On sait par exemple que les dix câbles sous-marins internationaux entre Taiwan et les pays d’Asie-Pacifique font partie des cibles des sous-mariniers chinois. Les endommager perturberait les marchés du Japon, de Singapour, d’Indonésie et d’Australie. En plus de sa flotte militaire, la Chine dispose aussi d’un submersible scientifique capable de dépasser les 7000 mètres de profondeur: le Jiaolong. En 2013, il effectua une mission de 113 jours en mer de Chine méridionale, celle-là même où couve le fameux conflit des îles Spratleys, et autres Paracels, pour simplement, disent-ils, y «recueillir des coquillages».

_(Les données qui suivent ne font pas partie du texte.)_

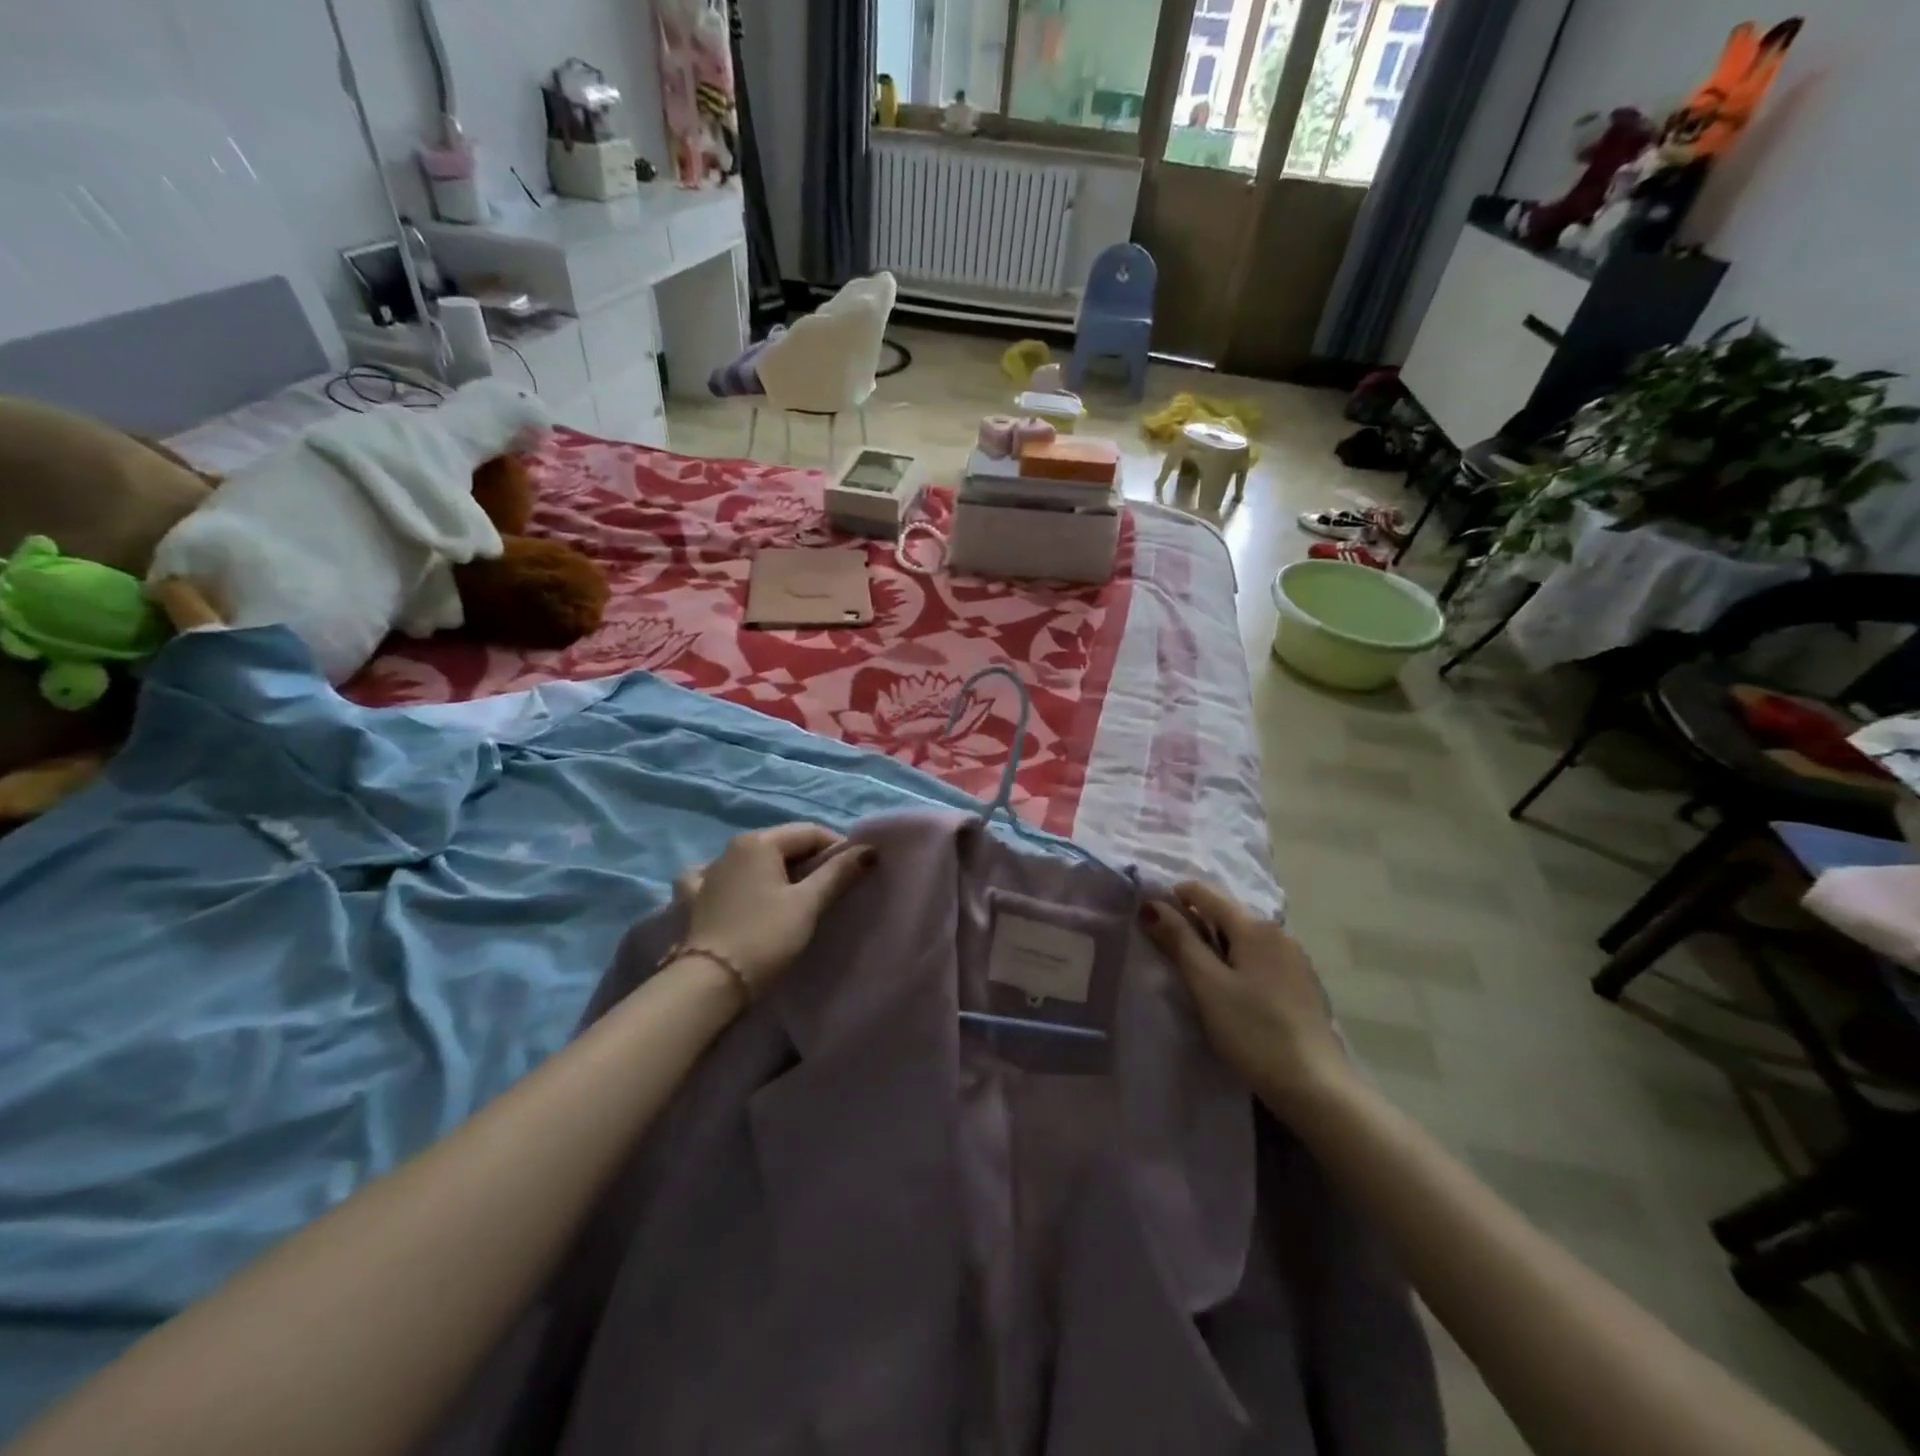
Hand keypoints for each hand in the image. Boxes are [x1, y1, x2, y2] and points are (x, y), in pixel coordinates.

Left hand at [676, 824, 874, 994]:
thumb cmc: (765, 937)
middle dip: (809, 860)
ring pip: (753, 861)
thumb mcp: (808, 904)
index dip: (837, 849)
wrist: (708, 983)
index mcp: (759, 842)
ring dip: (776, 871)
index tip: (854, 873)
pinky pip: (719, 878)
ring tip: (792, 897)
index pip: (810, 832)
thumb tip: (868, 849)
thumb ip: (838, 872)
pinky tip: (737, 893)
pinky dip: (735, 881)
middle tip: (830, 889)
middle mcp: (731, 847)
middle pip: (782, 844)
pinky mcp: (693, 898)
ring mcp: (707, 872)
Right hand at [1141, 882, 1351, 1117]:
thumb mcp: (1207, 985)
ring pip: (1245, 935)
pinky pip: (1261, 956)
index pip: (1205, 892)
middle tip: (1167, 947)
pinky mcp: (1303, 984)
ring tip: (1195, 969)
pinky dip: (1239, 959)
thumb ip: (1179, 940)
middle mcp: (1279, 932)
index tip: (1149, 917)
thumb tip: (1151, 903)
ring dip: (1217, 941)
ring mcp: (1296, 958)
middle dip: (1195, 920)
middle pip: (1227, 912)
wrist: (1316, 1087)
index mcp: (1254, 926)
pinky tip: (1232, 988)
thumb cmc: (1253, 1031)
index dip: (1173, 896)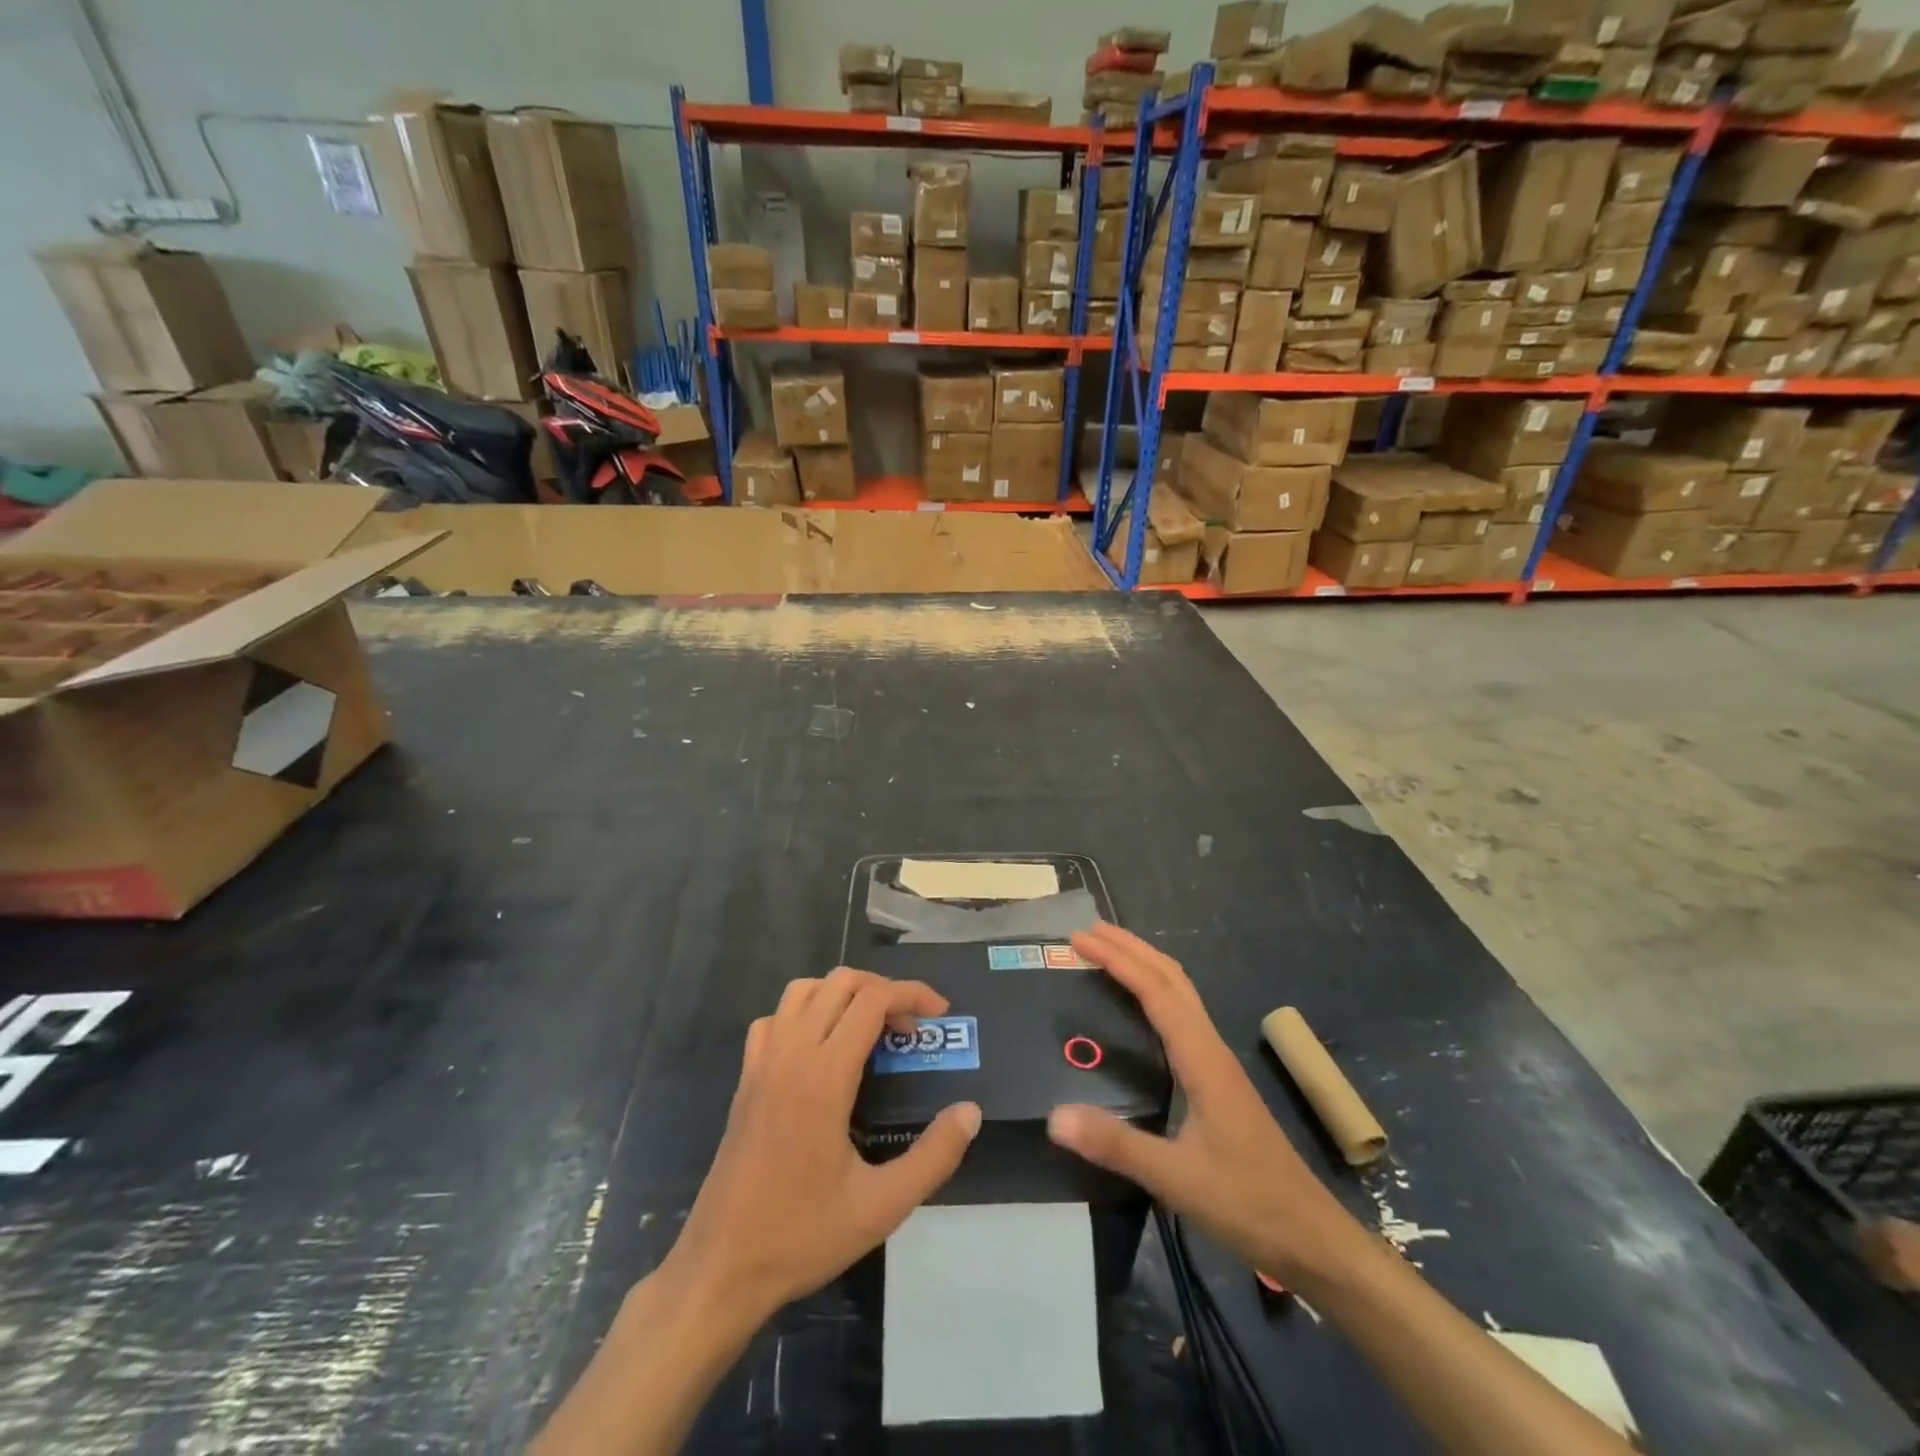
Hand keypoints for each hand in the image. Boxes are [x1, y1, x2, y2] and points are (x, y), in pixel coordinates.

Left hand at [665, 967, 981, 1323]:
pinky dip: (803, 1013)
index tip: (940, 1013)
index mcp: (824, 1076)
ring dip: (842, 994)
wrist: (721, 1268)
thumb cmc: (803, 1235)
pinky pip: (775, 1019)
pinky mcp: (745, 1079)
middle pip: (840, 983)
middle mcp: (791, 1054)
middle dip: (883, 990)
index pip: (872, 1000)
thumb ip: (934, 1156)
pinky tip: (819, 1048)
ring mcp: (761, 1063)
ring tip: (870, 1028)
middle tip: (910, 1028)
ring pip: (803, 990)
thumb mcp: (882, 1207)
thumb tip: (970, 1111)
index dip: (911, 993)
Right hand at [1047, 923, 1363, 1289]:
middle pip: (1171, 978)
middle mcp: (1211, 1048)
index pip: (1155, 990)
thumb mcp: (1176, 1178)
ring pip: (1181, 993)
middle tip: (1088, 931)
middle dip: (1130, 948)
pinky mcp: (1219, 1080)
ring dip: (1145, 965)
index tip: (1079, 939)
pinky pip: (1183, 1015)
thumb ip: (1116, 1145)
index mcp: (1202, 1058)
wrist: (1312, 1237)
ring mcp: (1218, 1062)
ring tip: (1109, 954)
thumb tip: (1055, 1116)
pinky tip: (1142, 1008)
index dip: (1117, 959)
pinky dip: (1157, 992)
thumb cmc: (1248, 1203)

La Chine s’est également inspirée du réseau américain d’hydrophones SOSUS (Sound Surveillance System), installé sur des milliers de kilomètres durant la Guerre froide, pour détecter les navires et sous-marins soviétiques. Beijing en a développé une version high-tech. Elle a notamment décidé de relier les récifs contestés de sa mer méridionale (Woody, Fiery Cross, Subi, Mischief et bientôt Scarborough) à une installation centrale de traitement et de surveillance qui se trouverait à Shanghai, via un réseau de fibre optiques U-DWDM [1]. Et c’est là que la construction d’îlots artificiels militarisés et l’appropriation de récifs naturels existants, revendiqués par les pays voisins, prend un sens particulier. Ils servent en effet de relais entre les capteurs hydrophones sous-marins de dernière génération et les réseaux optiques précités. Si on y ajoute l’intégration des trois triplets de microsatellites espions Chuang Xin 5, conçus pour capturer les transmissions électroniques de sous-marins, et dont le dernier a été lancé en décembre dernier, on a une idée de la barrière high-tech à couverture constante qu’est en train de s’offrir la Chine pour protéger son pré carré dans la mer qui porte son nom.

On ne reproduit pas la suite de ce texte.